Inspired by Geospatial Operations at Scale with Dask we're going to look at a the NYC Taxi dataset from a geospatial angle. This also helps us prove out recent performance improvements to GeoPandas (which was recently cythonized) and a new dask-geopandas parallel implementation.

In [1]:
from dask.distributed import Client
client = Client(processes=False)
client
Out[1]:

Client

Cluster

  • Workers: 1
  • Cores: 4
  • Memory: 16.69 GB

Load Taxi Zone data with GeoPandas

We will segment our data by the official taxi zones available here.

In [2]:
import geopandas as gpd
zones = gpd.read_file('taxi_zones.shp').to_crs({'init' :'epsg:4326'})
zones['zone'] = zones.zone.astype('category')
zones['borough'] = zones.borough.astype('category')
zones.head()
I am densified (external_values, 263 elements)
I am densified (5 elements)
I am densified (5 elements)
Out[2]:
OBJECTID Shape_Leng Shape_Area zone LocationID borough geometry
0 1 0.116357 0.000782 Newark Airport 1 EWR POLYGON ((-74.18445299999996 40.6949959999999,...
1 2 0.433470 0.004866 Jamaica Bay 2 Queens (POLYGON ((-73.82337597260663 40.6389870471767...
2 3 0.084341 0.000314 Allerton/Pelham Gardens 3 Bronx POLYGON ((-73.84792614099985 40.87134223399991...
3 4 0.043567 0.000112 Alphabet City 4 Manhattan POLYGON ((-73.97177410965318 40.72582128133705...
4 5 0.092146 0.000498 Arden Heights 5 Staten Island POLYGON ((-74.17421738099989 40.56256808599987...

Plot with matplotlib

We can easily plot with matplotlib, which is builtin to geopandas

In [3]:
%matplotlib inline
zones.plot(column='borough', categorical=True)
Out[3]:
<matplotlib.axes._subplots.AxesSubplot at 0x7f5762442668>

Plot with Bokeh

But for most of this notebook we'll be using Bokeh

In [4]:
from bokeh.io import output_notebook
from bokeh.models import GeoJSONDataSource, HoverTool, CategoricalColorMapper, LinearColorMapper
from bokeh.plotting import figure, show
from bokeh.palettes import Category10
output_notebook()
Loading BokehJS ...
In [5]:
geo_source = GeoJSONDataSource(geojson=zones.to_json())

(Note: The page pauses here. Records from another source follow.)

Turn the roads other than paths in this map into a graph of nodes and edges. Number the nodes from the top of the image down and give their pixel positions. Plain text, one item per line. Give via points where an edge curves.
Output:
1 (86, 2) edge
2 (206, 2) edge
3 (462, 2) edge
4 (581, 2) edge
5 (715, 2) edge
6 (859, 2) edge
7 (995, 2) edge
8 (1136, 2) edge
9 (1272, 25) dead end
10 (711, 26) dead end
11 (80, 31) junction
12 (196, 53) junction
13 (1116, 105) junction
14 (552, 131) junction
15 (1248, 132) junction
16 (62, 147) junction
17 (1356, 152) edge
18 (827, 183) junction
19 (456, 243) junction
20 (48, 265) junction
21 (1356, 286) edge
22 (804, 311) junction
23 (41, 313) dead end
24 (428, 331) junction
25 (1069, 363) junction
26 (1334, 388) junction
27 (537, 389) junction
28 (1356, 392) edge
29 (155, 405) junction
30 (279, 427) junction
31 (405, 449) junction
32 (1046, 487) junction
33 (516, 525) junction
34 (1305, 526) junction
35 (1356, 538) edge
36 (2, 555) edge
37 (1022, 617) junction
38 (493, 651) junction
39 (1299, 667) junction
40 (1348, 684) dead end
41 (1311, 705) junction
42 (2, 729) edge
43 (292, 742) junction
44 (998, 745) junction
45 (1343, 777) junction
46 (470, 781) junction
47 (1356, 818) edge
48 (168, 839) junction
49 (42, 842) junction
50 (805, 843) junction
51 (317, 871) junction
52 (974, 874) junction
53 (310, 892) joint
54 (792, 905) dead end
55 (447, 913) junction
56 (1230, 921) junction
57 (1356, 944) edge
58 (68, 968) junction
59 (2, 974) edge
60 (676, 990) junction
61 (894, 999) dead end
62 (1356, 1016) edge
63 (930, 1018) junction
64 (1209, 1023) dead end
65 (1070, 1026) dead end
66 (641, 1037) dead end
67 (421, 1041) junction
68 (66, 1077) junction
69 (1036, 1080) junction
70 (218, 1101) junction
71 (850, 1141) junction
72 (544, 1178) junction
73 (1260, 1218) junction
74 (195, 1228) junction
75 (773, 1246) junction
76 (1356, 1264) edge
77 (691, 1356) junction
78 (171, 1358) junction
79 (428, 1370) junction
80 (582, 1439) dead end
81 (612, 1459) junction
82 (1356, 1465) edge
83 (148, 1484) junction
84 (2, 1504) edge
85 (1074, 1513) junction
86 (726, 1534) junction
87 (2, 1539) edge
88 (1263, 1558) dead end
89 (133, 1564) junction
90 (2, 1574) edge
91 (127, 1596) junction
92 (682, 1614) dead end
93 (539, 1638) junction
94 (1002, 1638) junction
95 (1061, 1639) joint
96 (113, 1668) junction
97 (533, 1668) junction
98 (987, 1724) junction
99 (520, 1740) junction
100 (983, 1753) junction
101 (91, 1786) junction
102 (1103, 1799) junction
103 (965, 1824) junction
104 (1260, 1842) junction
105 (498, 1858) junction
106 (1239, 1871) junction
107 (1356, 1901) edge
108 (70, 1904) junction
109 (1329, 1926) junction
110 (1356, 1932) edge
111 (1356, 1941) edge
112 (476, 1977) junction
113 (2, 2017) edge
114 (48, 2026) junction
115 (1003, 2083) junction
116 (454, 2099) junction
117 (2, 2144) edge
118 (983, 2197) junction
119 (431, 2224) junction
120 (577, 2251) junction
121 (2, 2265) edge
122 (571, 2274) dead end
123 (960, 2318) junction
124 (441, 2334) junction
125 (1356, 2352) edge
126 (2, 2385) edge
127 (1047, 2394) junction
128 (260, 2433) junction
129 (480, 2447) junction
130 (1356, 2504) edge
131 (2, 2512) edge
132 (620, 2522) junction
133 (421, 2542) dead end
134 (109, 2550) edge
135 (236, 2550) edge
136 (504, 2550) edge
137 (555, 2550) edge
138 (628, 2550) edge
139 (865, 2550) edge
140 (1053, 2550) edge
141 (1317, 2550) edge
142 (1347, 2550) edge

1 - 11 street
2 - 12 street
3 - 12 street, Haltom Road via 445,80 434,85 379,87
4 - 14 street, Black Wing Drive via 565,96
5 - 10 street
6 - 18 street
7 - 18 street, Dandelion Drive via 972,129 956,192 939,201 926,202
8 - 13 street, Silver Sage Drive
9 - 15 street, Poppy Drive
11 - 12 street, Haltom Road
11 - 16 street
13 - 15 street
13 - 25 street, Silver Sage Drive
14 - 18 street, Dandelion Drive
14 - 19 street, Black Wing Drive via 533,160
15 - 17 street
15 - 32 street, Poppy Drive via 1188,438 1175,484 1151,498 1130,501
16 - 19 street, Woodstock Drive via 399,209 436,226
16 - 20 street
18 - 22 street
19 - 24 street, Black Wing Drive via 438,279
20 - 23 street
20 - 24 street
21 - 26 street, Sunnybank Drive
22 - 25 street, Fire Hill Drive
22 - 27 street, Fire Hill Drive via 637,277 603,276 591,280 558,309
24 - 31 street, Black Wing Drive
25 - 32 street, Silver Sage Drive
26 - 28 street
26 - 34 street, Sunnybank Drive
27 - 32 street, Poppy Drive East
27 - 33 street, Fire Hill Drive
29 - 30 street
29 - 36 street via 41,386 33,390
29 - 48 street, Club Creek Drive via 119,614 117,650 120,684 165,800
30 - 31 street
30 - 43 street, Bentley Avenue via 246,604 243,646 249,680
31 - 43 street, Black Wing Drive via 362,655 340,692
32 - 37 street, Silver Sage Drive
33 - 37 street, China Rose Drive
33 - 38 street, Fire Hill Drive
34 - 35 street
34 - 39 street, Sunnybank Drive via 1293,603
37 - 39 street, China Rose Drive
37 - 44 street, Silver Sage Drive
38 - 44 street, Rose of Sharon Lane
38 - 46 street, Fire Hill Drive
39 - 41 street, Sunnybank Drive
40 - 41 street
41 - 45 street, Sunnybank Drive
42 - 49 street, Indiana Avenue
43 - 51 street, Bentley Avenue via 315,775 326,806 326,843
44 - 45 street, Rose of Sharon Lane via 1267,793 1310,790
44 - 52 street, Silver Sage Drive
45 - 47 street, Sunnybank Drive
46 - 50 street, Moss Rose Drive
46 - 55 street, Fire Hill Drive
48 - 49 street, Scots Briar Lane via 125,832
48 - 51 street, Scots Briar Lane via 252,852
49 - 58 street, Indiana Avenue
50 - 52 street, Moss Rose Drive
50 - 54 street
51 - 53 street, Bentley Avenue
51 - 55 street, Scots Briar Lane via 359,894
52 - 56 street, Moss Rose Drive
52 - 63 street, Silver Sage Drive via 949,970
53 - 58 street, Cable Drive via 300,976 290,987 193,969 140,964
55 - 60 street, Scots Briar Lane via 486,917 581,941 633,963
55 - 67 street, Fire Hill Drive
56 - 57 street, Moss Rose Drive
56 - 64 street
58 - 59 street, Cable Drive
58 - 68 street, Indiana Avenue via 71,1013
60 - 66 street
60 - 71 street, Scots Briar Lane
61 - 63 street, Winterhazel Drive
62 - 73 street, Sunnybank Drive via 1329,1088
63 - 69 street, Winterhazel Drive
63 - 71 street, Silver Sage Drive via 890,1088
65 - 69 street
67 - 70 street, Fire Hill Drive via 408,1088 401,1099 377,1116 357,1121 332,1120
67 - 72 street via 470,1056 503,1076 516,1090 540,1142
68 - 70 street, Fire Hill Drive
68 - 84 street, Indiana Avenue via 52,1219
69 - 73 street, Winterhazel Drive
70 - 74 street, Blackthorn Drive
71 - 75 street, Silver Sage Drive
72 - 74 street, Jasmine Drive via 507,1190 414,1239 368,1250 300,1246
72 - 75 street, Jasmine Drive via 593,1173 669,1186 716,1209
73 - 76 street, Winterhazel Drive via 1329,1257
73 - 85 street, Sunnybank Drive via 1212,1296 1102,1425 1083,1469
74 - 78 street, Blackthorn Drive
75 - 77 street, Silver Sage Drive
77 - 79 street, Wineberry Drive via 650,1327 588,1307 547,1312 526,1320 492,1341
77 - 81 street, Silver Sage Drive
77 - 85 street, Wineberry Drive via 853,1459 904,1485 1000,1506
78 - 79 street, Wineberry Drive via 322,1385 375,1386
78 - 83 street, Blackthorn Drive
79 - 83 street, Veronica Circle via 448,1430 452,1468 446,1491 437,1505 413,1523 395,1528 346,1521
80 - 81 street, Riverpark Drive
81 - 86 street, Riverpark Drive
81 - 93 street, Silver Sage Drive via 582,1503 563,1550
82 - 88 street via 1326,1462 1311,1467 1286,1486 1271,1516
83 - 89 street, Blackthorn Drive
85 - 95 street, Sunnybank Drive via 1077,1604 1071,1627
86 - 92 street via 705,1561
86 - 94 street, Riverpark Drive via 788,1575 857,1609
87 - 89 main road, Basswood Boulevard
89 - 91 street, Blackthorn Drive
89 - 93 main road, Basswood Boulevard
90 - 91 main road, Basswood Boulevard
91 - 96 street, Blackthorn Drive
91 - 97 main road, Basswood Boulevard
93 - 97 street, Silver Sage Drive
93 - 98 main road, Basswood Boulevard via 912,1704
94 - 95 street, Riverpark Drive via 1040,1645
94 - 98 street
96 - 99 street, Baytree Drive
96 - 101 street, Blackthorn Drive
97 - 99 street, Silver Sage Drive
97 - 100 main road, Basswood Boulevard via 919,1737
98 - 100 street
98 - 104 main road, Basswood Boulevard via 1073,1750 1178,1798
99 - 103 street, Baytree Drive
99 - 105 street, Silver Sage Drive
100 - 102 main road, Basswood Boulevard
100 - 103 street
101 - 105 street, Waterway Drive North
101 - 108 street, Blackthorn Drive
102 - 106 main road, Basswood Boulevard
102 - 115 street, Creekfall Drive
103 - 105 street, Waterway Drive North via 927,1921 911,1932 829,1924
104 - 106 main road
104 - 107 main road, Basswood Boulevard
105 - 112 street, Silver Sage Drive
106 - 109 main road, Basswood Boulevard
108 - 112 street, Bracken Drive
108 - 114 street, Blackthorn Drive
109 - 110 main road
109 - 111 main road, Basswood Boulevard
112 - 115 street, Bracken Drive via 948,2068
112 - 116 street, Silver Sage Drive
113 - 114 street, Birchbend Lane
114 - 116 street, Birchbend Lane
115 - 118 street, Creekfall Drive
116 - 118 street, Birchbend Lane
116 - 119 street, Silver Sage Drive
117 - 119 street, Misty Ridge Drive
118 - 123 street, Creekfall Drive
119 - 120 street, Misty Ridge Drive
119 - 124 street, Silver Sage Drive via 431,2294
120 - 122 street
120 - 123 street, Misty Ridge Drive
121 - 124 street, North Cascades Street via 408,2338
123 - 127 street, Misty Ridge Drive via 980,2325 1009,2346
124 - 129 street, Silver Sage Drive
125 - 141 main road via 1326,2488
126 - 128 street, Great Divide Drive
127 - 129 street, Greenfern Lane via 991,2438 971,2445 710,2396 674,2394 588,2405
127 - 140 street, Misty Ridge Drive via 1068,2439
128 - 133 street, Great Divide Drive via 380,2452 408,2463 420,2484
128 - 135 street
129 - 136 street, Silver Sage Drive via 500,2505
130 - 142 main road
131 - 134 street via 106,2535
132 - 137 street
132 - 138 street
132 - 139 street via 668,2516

factors = zones.borough.drop_duplicates()
color_mapper = CategoricalColorMapper(factors=factors.tolist(), palette=Category10[10])

fig = figure()
fig.patches(xs='xs', ys='ys', alpha=0.9, source=geo_source, 
          color={'field': 'borough', 'transform': color_mapper},
         )

hover = HoverTool(
    point_policy='follow_mouse',
    tooltips='<p><b>Borough</b>: @borough</p><p><b>Zone</b>: @zone</p>'
)
fig.add_tools(hover)

fig.xaxis.visible = False
fig.yaxis.visible = False
fig.grid.visible = False

show(fig)